*Your instructions*
Transcribe all the entries word for word, skipping the pictures.

*Given records*
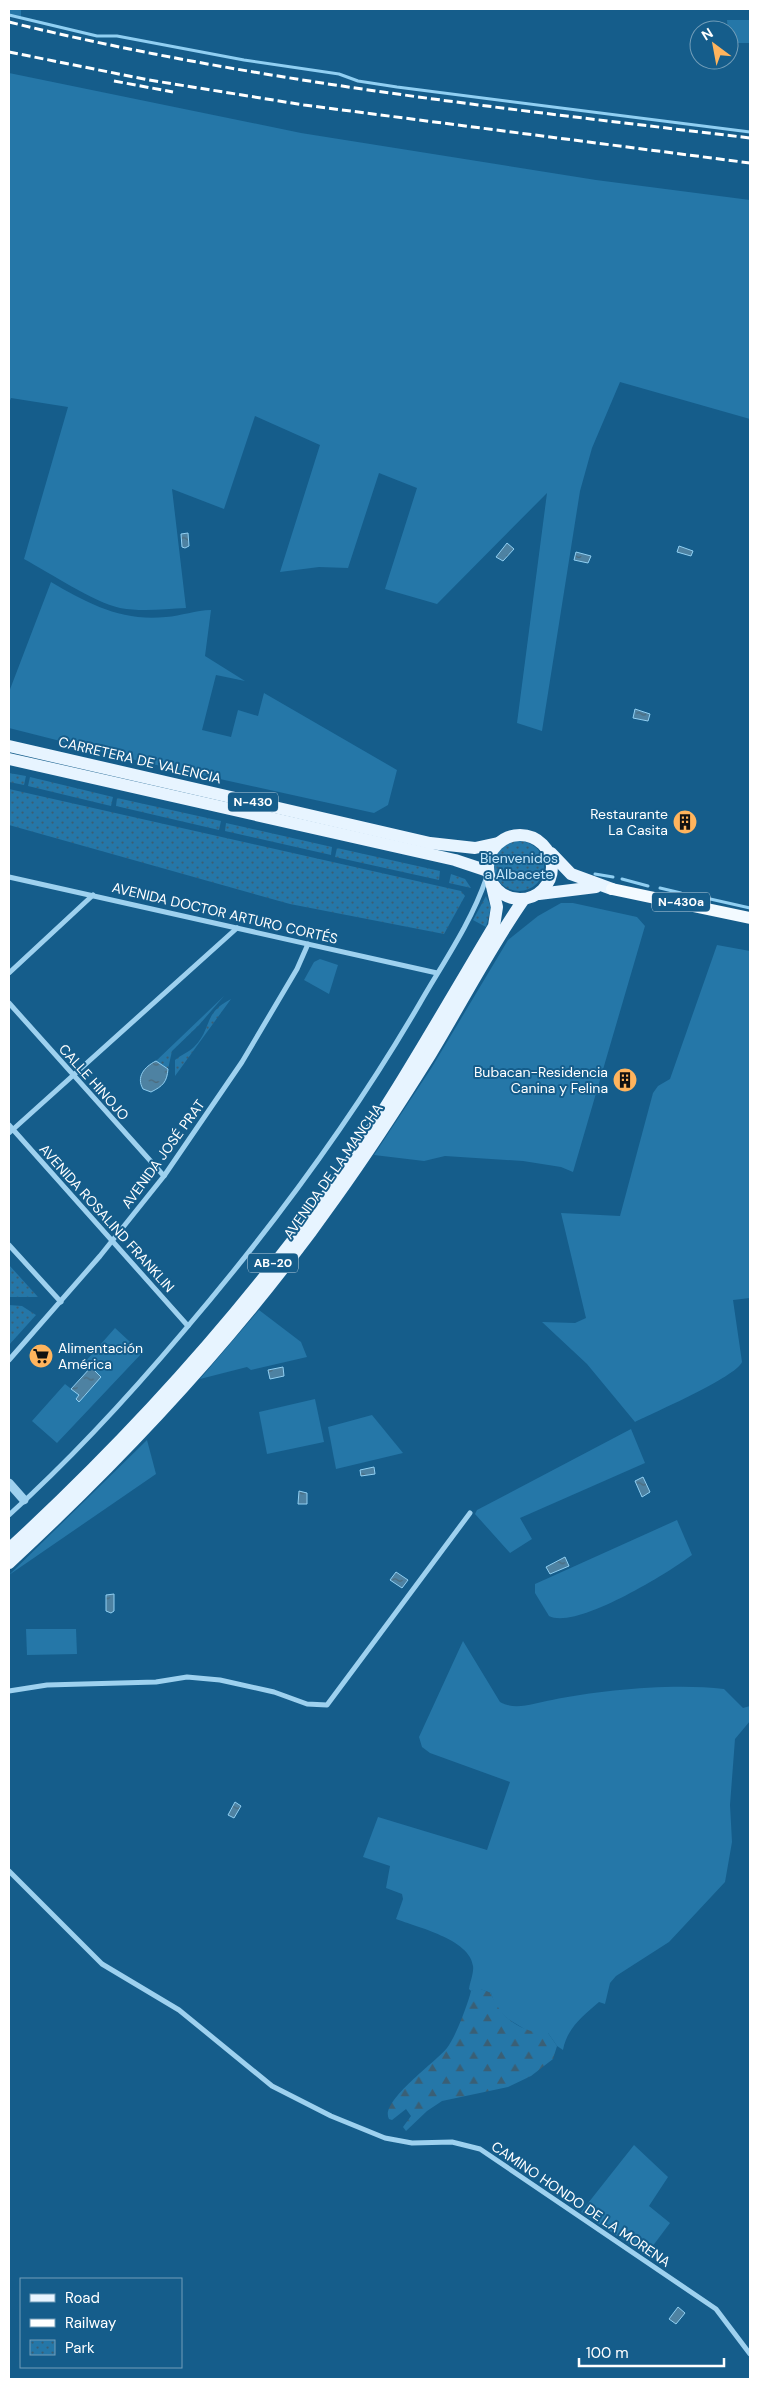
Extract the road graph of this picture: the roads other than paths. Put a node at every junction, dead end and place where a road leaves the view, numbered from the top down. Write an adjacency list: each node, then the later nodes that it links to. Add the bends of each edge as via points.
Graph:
1 (9, 746): 3 (main road, CARRETERA DE VALENCIA / N-430, via 430,843 475,848)
2 (9, 759): 5 (main road, CARRETERA DE VALENCIA / N-430, via 455,860)
3 (498, 843): 4 (main road, via 522,834); 5 (main road, via 488,861)
4 (545, 845): 7 (main road, via 571,874); 8 (main road, via 552,871 547,886)
5 (489, 874): 10 (main road, via 503,894 513,899); 15 (street, AVENIDA DE LA MANCHA); 29 (main road, AVENIDA DE LA MANCHA / AB-20, via 497,907 494,926 323,1200 193,1360 132,1428)
6 (9, 877): 9 (street, AVENIDA DOCTOR ARTURO CORTÉS)
7 (612, 889): 8 (main road, via 597,887); 11 (highway, N-430a)
8 (539, 894): 10 (main road)
9 (93, 895): 12 (street, AVENIDA DOCTOR ARTURO CORTÉS); 14 (street)
10 (524, 899): 30 (main road, AVENIDA DE LA MANCHA / AB-20, via 429,1056 342,1189 276,1276 212,1356 140,1435)
11 (750, 918)
12 (237, 928): 13 (street, AVENIDA DOCTOR ARTURO CORTÉS); 17 (street)
13 (308, 944): 15 (street, AVENIDA DOCTOR ARTURO CORTÉS); 19 (street, AVENIDA JOSÉ PRAT, via 298,969 242,1062)
14 (9, 973)
15 (437, 973): 23 (street, AVENIDA DE LA MANCHA, via 352,1110 240,1266)
16 (9, 1003): 17 (street, CALLE HINOJO)
17 (72, 1075): 18 (street); 19 (street, CALLE HINOJO)
18 (10, 1129): 20 (street, AVENIDA ROSALIND FRANKLIN)
19 (164, 1176): 20 (street, AVENIDA JOSÉ PRAT)
20 (112, 1240): 22 (street, AVENIDA JOSÉ PRAT); 23 (street, AVENIDA ROSALIND FRANKLIN)
21 (9, 1245): 22 (street)
22 (61, 1302): 24 (street, AVENIDA JOSÉ PRAT)
23 (188, 1326): 26 (street, AVENIDA DE LA MANCHA, via 95,1430)
24 (9, 1360)
25 (9, 1483): 26 (street)
26 (24, 1500): 28 (street, AVENIDA DE LA MANCHA)
27 (470, 1513): 31 (street, via 327,1705 306,1704 250,1686 187,1677 149,1683 47,1685)
28 (9, 1515)
29 (9, 1549)
30 (9, 1563)
31 (9, 1691)
32 (9, 1871): 33 (street, CAMINO HONDO DE LA MORENA, via 102,1964 179,2010 272,2086 331,2116 385,2138 412,2143 452,2142 480,2149 716,2309)
33 (750, 2354)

*Final answer*
Extract the road graph of this picture: the roads other than paths. Put a node at every junction, dead end and place where a road leaves the view, numbered from the top down. Write an adjacency list: each node, then the later nodes that it links to. Add the bends of each edge as via points.
Graph:
1 (9, 746): 3 (main road, CARRETERA DE VALENCIA / N-430, via 430,843 475,848)
2 (9, 759): 5 (main road, CARRETERA DE VALENCIA / N-430, via 455,860)
3 (498, 843): 4 (main road, via 522,834); 5 (main road, via 488,861)
4 (545, 845): 7 (main road, via 571,874); 8 (main road, via 552,871 547,886)
5 (489, 874): 10 (main road, via 503,894 513,899); 15 (street, AVENIDA DE LA MANCHA); 29 (main road, AVENIDA DE LA MANCHA / AB-20, via 497,907 494,926 323,1200 193,1360 132,1428)
6 (9, 877): 9 (street, AVENIDA DOCTOR ARTURO CORTÉS)
7 (612, 889): 8 (main road, via 597,887); 11 (highway, N-430a)
8 (539, 894): 10 (main road)
9 (93, 895): 12 (street, AVENIDA DOCTOR ARTURO CORTÉS); 14 (street)
10 (524, 899): 30 (main road, AVENIDA DE LA MANCHA / AB-20, via 429,1056 342,1189 276,1276 212,1356 140,1435)
11 (750, 918)
12 (237, 928): 13 (street, AVENIDA DOCTOR ARTURO CORTÉS); 17 (street)
13 (308, 944): 15 (street, AVENIDA DOCTOR ARTURO CORTÉS); 19 (street, AVENIDA JOSÉ PRAT, via 298,969 242,1062)
14 (9, 973)
15 (437, 973): 23 (street, AVENIDA DE LA MANCHA, via 352,1110 240,1266)
16 (9, 1003): 17 (street, CALLE HINOJO)
17 (72, 1075): 18 (street); 19 (street, CALLE HINOJO)
18 (10, 1129): 20 (street, AVENIDA ROSALIND FRANKLIN)
19 (164, 1176): 20 (street, AVENIDA JOSÉ PRAT)
20 (112, 1240): 22 (street, AVENIDA JOSÉ PRAT); 23 (street, AVENIDA ROSALIND FRANKLIN)
21 (9, 1245): 22 (street)
22 (61, 1302): 24 (street, AVENIDA JOSÉ PRAT)
23 (188, 1326): 26 (street, AVENIDA DE LA MANCHA, via 95,1430)
24 (9, 1360)
25 (9, 1483): 26 (street)
26 (24, 1500): 28 (street, AVENIDA DE LA MANCHA)
27 (470, 1513): 31 (street, via 327,1705 306,1704 250,1686 187,1677 149,1683 47,1685)
28 (9, 1515)
29 (9, 1549)
30 (9, 1563)
31 (9, 1691)
32 (9, 1871): 33 (street, CAMINO HONDO DE LA MORENA, via 102,1964 179,2010 272,2086 331,2116 385,2138 412,2143 452,2142 480,2149 716,2309)
33 (750, 2354)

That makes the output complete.